2,3,7,8-tetrachlorodibenzo-p-dioxin (TCDD) is highly toxic with potential impacts on aging. While previous studies have linked TCDD exposure to reduced telomere length and altered sperm DNA methylation (DNAm) age, its relationship with epigenetic aging remains unclear. This study investigated the association between serum TCDD levels and epigenetic clocks derived from DNAm in whole blood in older adults. Using data from the 1999-2002 National Health and Nutrition Examination Survey, we analyzed 589 participants aged 50 to 79 years with available blood TCDD and DNA methylation measures. Blood TCDD levels were measured by high-resolution gas chromatography/isotope-dilution high-resolution mass spectrometry. The six DNAm-based epigenetic clocks included Horvath Age, Hannum Age, SkinBlood Age, Pheno Age, Grim Age, and Grim Age2. Multivariable regression analysis showed significant associations between TCDD levels and Horvath Age, Hannum Age, Pheno Age, Grim Age, and Grim Age2. However, when using lipid-adjusted TCDD levels, significant associations remained only for PhenoAge (β = 0.73; SE, 0.31; p = 0.0258) and Grim Age2 (β = 0.44; SE, 0.21; p = 0.0472).
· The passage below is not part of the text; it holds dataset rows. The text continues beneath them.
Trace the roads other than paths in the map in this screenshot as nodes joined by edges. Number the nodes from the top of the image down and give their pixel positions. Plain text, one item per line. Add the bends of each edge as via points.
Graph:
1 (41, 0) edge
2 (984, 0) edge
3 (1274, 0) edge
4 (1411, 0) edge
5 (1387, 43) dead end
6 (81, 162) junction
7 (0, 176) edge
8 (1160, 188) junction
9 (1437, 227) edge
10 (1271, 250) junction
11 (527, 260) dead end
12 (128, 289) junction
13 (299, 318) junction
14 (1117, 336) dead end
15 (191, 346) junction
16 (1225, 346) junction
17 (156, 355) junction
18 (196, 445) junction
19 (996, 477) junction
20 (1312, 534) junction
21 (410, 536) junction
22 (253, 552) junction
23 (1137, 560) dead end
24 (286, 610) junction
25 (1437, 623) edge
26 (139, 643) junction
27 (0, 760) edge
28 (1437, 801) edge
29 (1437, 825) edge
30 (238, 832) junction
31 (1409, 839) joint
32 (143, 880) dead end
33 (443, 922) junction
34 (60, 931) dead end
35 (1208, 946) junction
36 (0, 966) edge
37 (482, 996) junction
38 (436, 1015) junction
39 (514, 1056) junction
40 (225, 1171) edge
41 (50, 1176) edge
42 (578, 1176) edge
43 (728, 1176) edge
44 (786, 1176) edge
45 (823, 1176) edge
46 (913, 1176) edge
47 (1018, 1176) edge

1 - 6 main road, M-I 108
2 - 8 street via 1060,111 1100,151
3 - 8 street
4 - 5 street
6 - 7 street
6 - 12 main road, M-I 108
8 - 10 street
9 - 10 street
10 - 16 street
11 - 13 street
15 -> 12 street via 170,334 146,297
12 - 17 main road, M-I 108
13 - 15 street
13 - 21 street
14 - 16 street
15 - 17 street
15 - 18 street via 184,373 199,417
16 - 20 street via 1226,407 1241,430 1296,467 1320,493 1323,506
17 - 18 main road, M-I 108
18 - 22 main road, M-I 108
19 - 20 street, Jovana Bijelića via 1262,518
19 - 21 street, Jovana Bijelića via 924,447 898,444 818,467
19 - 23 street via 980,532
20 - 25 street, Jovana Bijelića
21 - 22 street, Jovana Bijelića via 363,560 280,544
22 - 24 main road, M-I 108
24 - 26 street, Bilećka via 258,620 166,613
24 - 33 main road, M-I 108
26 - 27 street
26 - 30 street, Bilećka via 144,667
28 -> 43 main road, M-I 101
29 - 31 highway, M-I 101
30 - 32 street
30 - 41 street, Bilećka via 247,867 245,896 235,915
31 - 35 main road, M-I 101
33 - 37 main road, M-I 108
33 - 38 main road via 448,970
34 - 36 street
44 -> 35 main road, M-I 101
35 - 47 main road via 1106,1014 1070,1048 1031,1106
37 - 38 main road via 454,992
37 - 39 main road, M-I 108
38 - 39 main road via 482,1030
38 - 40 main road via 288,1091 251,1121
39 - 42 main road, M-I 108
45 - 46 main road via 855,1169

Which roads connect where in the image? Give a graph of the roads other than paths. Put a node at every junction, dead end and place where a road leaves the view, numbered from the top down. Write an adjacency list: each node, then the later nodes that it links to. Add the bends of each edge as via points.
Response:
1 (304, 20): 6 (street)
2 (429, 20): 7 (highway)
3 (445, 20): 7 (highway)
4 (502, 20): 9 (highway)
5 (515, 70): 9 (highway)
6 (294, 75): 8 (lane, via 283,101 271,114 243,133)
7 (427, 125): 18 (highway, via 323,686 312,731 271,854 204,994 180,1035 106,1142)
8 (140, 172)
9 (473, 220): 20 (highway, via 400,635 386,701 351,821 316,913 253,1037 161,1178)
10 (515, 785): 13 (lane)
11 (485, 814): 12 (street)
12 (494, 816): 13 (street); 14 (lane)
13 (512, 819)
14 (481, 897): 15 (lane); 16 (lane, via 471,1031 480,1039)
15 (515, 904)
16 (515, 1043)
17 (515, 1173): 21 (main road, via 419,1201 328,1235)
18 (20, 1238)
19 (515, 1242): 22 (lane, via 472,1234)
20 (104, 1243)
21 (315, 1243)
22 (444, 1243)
The strongest non-linear trends were observed for PhenoAge, Grim Age, and Grim Age2, suggesting a threshold-dependent impact of TCDD on DNAm aging processes. Our findings suggest that TCDD exposure is associated with accelerated epigenetic aging, particularly in mortality-related clocks, with a dose-dependent and non-linear pattern.